TASK GOAL
Below are the records; copy out every line that holds the word "other".

ENTRIES SHOWN
__________

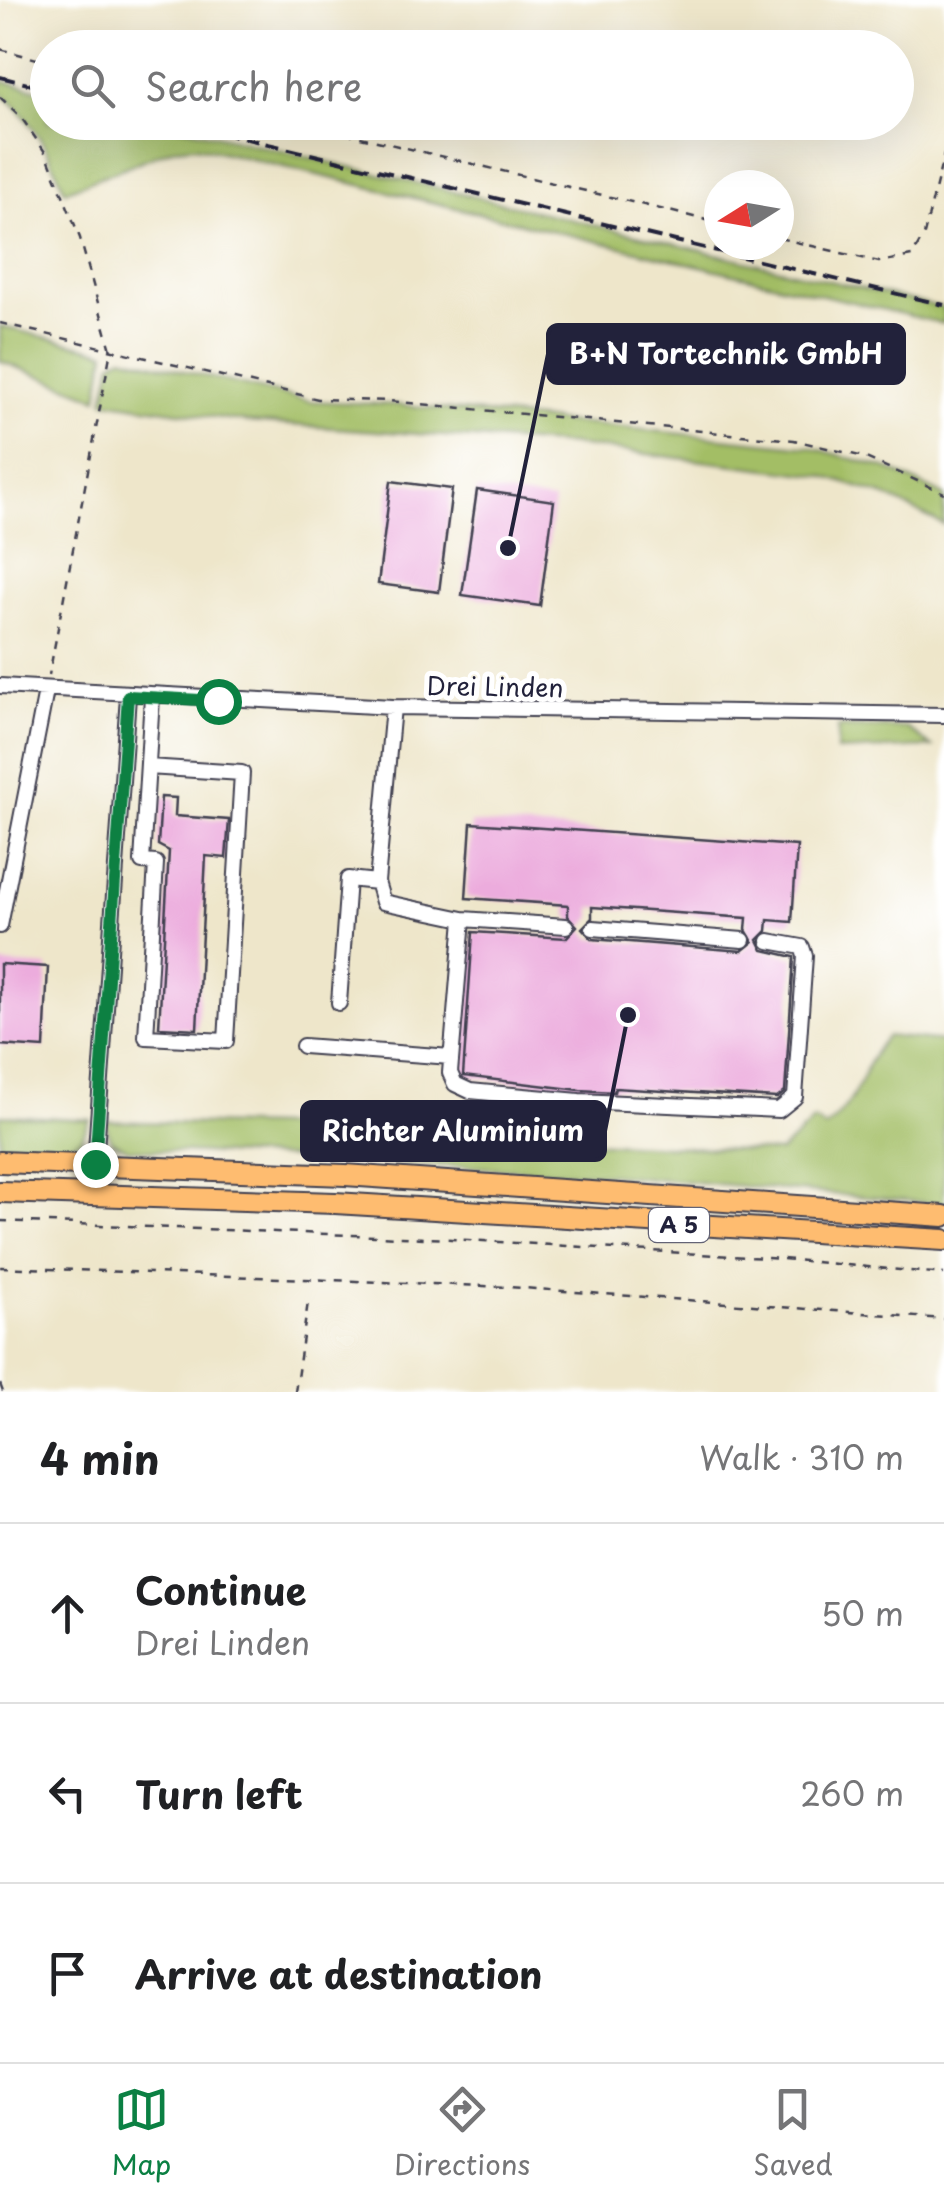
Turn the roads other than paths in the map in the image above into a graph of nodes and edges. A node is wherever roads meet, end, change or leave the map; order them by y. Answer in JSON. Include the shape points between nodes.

__________

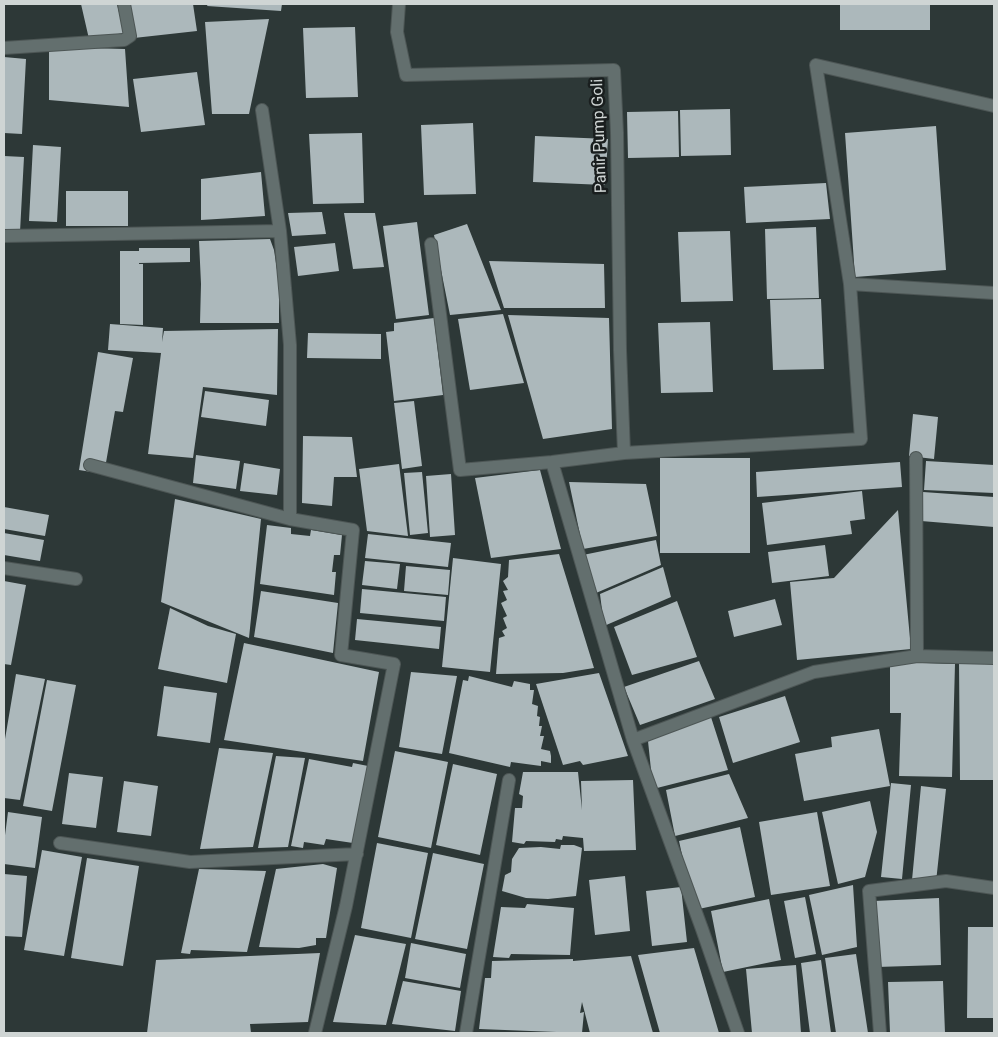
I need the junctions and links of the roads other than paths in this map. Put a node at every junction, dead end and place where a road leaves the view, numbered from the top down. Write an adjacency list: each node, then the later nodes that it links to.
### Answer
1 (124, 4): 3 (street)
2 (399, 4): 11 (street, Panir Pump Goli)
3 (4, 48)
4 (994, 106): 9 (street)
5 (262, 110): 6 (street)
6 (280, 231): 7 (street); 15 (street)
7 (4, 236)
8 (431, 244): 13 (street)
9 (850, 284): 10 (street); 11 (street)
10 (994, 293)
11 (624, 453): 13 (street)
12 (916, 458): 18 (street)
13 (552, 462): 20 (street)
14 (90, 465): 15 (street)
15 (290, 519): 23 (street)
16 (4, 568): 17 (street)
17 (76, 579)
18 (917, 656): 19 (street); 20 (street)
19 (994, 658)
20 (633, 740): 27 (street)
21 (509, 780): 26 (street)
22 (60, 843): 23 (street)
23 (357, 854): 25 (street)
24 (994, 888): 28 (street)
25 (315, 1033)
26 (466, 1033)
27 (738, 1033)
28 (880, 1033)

__________

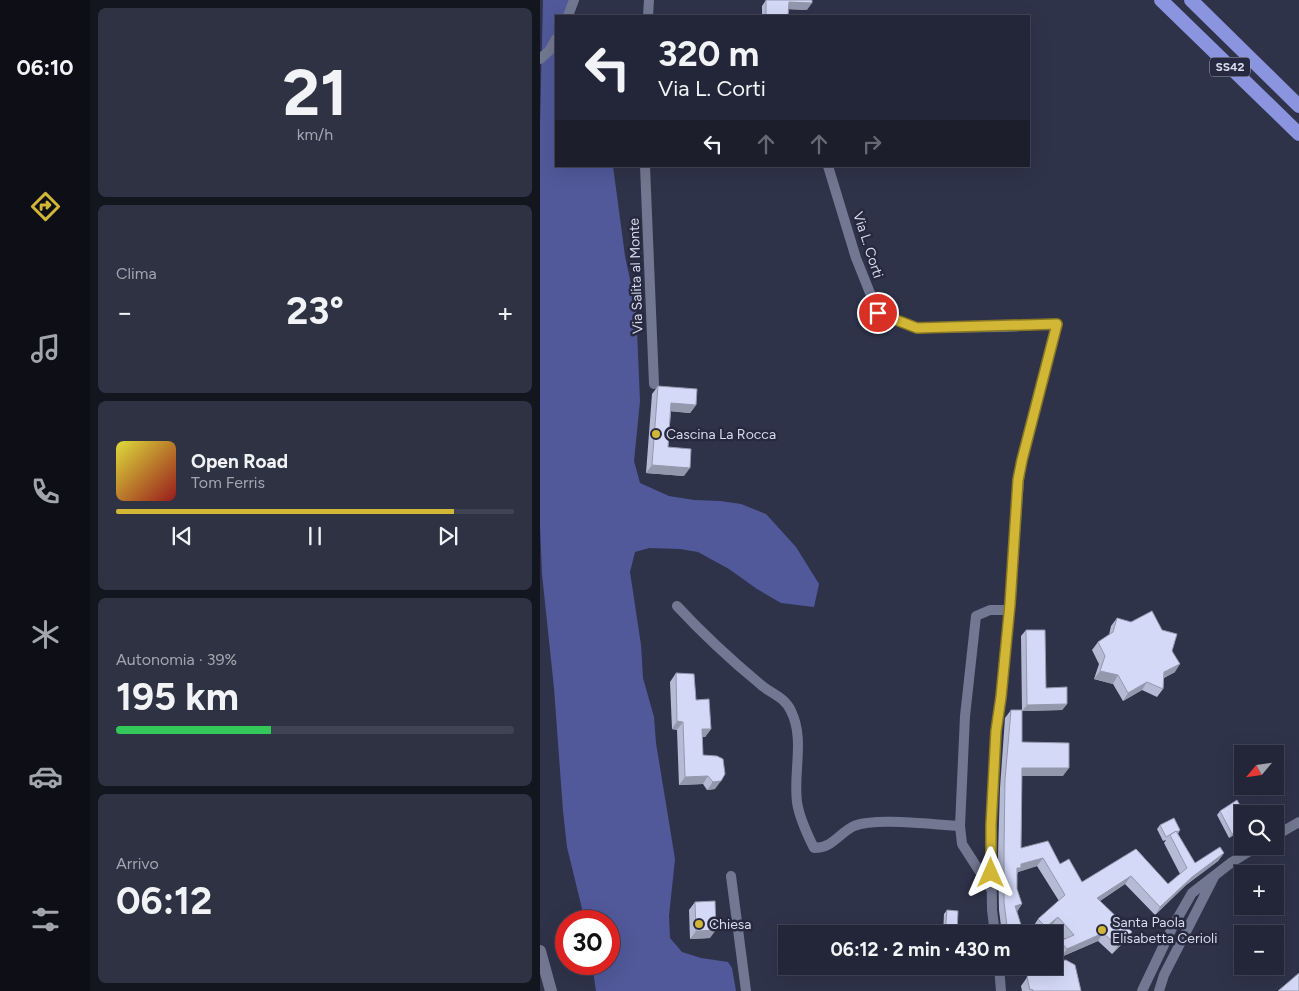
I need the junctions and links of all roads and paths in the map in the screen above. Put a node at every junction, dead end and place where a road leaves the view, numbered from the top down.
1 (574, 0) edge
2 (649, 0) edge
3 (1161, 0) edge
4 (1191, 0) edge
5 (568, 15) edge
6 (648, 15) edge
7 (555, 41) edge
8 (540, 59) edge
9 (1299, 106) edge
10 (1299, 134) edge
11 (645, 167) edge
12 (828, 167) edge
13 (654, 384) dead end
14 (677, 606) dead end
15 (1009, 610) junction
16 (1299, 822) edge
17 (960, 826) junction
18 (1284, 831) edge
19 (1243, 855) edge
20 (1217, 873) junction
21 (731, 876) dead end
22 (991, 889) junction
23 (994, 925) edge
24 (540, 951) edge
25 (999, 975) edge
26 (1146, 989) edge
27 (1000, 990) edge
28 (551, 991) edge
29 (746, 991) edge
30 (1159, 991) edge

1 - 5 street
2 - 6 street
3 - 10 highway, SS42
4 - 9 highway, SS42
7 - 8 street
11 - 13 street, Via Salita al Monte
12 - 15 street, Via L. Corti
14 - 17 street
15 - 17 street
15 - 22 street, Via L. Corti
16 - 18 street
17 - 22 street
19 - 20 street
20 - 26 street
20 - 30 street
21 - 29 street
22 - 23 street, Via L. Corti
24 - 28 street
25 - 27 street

__________

FINISHED TASK
Turn the roads other than paths in the map in the image above into a graph of nodes and edges. A node is wherever roads meet, end, change or leave the map; order them by y. Answer in JSON. Include the shape points between nodes.
I need the junctions and links of the roads other than paths in this map. Put a node at every junction, dead end and place where a road leaves the view, numbered from the top down. Write an adjacency list: each node, then the later nodes that it links to.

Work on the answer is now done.